Stored items
************

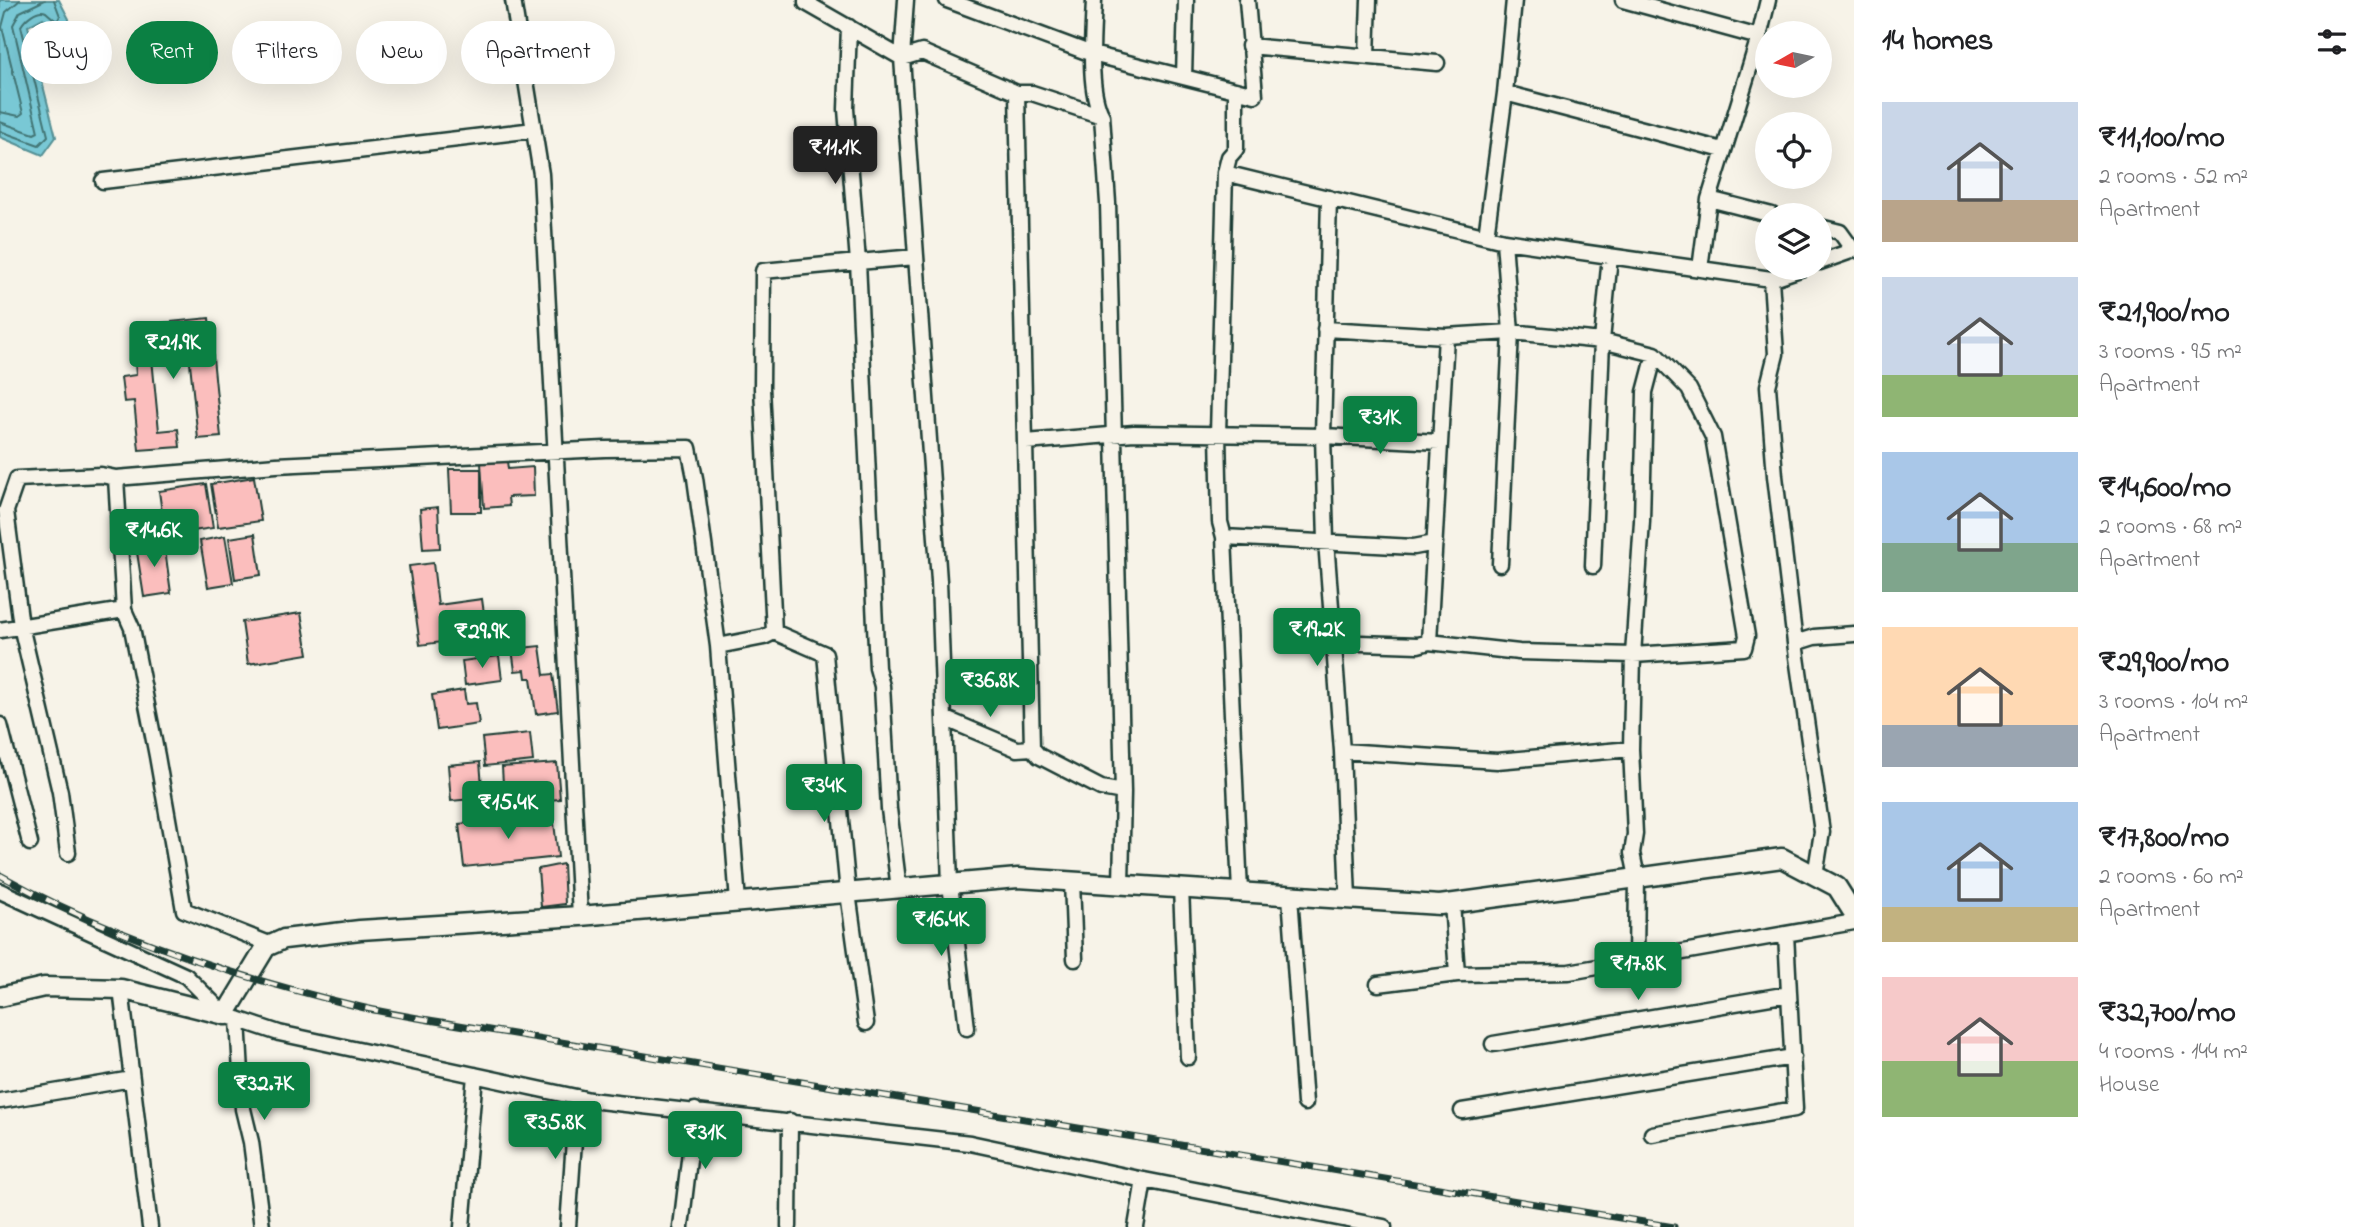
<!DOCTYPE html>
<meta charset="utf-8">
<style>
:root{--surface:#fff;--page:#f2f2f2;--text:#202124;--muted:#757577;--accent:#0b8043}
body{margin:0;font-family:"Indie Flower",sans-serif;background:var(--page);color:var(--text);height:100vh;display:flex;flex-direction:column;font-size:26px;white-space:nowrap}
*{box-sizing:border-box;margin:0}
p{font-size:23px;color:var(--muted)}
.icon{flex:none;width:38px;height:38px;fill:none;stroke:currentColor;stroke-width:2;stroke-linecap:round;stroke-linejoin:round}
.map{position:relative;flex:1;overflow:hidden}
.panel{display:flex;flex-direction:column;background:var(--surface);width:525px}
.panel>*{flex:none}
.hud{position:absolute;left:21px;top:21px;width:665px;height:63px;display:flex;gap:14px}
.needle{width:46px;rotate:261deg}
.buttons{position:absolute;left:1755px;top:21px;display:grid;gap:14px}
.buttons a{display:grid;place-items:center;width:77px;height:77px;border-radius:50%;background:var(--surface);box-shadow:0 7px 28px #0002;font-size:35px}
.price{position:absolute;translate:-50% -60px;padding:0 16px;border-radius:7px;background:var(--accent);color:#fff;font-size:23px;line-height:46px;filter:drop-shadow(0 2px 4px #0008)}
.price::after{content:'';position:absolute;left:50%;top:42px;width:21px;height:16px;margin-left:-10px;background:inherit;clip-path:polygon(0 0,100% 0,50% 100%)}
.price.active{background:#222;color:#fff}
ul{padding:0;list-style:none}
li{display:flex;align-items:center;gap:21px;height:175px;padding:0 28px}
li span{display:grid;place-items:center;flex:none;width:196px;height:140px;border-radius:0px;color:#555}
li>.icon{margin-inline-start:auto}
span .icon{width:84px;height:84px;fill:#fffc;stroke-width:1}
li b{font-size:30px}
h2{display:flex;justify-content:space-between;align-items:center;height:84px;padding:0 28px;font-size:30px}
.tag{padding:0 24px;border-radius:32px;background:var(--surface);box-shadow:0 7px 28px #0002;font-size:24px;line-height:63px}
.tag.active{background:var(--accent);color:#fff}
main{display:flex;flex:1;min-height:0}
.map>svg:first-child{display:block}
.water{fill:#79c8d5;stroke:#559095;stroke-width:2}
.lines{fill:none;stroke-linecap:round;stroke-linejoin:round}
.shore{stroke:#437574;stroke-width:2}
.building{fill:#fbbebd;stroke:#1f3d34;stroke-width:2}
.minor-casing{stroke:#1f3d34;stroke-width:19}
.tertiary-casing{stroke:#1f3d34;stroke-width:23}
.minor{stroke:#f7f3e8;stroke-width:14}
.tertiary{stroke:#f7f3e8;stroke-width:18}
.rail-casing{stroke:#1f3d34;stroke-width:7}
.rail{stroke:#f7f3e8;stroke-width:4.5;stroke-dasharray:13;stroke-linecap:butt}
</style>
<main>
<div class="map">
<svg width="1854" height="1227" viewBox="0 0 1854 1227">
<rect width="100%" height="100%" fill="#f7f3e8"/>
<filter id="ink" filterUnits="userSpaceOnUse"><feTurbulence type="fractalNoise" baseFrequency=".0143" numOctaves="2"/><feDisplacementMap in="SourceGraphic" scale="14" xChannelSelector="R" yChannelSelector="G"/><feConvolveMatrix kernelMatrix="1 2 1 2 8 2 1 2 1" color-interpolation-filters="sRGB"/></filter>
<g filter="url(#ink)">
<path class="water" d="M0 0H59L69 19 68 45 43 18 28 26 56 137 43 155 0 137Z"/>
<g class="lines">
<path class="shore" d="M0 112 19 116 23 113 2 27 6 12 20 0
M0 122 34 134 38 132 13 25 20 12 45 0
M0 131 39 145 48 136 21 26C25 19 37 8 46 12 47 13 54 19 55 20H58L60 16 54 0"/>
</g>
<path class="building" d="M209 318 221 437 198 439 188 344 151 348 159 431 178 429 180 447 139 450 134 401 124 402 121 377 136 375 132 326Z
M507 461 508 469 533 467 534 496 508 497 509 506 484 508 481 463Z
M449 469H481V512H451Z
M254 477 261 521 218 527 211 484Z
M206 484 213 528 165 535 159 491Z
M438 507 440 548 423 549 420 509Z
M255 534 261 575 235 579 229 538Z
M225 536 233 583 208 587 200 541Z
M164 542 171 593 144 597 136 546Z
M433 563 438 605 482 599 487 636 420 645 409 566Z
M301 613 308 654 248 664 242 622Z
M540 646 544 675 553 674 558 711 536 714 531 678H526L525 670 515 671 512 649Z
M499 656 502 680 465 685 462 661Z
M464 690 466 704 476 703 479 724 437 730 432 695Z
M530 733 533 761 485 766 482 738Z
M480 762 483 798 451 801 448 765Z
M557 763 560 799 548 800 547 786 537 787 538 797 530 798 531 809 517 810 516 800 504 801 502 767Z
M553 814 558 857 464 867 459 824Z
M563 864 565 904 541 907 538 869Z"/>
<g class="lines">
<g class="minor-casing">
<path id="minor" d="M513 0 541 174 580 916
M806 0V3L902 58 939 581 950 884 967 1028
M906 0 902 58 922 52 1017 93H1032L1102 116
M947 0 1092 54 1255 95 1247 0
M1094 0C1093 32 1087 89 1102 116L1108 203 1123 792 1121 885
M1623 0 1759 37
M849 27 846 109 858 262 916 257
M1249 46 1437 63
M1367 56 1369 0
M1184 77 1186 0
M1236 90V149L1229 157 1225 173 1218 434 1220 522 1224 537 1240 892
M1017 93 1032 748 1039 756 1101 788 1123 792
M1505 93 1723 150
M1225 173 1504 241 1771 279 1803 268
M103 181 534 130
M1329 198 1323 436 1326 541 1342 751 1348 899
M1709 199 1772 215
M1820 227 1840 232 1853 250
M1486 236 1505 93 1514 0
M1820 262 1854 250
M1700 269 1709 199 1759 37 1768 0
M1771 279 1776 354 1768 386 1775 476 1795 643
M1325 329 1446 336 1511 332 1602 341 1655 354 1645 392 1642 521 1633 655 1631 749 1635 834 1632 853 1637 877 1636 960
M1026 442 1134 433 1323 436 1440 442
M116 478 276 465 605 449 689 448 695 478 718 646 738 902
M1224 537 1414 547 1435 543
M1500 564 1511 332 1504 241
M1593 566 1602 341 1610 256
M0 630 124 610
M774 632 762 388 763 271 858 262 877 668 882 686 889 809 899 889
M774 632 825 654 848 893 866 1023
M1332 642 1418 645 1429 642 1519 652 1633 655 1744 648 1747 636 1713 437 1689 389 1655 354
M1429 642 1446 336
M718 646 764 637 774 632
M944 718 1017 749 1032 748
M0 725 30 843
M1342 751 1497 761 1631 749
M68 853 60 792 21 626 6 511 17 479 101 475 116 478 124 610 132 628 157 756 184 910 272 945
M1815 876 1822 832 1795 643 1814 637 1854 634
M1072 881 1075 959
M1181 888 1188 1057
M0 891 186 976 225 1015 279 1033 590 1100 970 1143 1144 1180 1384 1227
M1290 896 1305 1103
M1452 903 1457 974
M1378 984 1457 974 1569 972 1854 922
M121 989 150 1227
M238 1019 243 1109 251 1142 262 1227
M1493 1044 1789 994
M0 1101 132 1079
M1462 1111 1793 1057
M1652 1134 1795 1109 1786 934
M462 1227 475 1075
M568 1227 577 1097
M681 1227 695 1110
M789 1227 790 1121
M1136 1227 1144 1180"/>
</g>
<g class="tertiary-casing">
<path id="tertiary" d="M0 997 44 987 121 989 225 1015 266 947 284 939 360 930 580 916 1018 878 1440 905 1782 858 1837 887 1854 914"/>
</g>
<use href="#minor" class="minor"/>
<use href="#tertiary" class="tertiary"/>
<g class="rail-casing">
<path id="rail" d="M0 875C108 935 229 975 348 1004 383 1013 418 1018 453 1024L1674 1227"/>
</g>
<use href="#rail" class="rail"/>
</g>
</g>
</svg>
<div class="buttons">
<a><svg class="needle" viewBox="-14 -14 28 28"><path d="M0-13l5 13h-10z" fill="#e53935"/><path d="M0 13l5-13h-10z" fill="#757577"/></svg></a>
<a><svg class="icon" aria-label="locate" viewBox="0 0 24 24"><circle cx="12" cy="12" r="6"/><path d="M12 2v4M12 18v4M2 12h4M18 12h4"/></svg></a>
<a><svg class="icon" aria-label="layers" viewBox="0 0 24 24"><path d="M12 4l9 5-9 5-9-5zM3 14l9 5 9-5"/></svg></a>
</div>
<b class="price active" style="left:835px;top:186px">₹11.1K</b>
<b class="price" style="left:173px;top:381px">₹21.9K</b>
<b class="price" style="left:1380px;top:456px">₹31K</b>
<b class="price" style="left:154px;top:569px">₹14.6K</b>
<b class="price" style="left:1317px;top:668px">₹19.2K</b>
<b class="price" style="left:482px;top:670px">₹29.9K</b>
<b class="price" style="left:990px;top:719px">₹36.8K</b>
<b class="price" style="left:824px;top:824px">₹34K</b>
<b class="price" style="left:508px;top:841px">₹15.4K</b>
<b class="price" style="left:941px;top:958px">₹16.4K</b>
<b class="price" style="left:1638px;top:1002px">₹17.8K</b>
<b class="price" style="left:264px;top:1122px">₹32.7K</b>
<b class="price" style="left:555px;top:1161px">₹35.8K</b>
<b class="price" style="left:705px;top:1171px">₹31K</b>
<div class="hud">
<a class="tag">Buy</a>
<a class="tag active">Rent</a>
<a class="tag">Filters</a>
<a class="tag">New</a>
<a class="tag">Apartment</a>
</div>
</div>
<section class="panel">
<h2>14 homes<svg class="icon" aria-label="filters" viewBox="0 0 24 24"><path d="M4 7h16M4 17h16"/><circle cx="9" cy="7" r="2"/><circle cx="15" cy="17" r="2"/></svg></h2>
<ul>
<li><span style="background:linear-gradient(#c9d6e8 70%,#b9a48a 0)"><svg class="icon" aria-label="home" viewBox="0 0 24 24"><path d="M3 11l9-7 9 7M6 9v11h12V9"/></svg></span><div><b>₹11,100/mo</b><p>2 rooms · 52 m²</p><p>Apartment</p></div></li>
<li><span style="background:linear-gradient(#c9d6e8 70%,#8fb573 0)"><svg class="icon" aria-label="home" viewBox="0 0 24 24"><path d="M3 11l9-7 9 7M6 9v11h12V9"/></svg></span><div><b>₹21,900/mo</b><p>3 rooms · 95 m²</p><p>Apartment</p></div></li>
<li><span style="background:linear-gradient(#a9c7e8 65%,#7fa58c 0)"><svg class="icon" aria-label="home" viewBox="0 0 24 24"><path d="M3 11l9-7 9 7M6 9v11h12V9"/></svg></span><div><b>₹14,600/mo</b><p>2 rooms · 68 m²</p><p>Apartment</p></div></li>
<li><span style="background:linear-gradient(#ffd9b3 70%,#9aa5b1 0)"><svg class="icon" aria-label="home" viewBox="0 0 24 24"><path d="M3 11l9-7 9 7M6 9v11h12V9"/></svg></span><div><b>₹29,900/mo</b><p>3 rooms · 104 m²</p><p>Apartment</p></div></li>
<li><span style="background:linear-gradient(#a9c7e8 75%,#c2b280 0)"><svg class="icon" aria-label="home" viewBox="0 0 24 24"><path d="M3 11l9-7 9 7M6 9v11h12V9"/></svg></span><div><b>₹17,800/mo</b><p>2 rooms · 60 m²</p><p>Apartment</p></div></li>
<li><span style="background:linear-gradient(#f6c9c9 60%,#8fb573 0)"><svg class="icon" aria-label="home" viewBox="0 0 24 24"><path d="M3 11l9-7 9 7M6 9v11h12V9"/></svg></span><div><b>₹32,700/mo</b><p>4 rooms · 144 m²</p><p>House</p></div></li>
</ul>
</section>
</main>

************

Problem to work on
Lines that hold "linecap" are the ones to copy, so pick each out from the data.

Exercise result
.icon{flex:none;width:38px;height:38px;fill:none;stroke:currentColor;stroke-width:2;stroke-linecap:round;stroke-linejoin:round}
.lines{fill:none;stroke-linecap:round;stroke-linejoin:round}
.rail{stroke:#f7f3e8;stroke-width:4.5;stroke-dasharray:13;stroke-linecap:butt}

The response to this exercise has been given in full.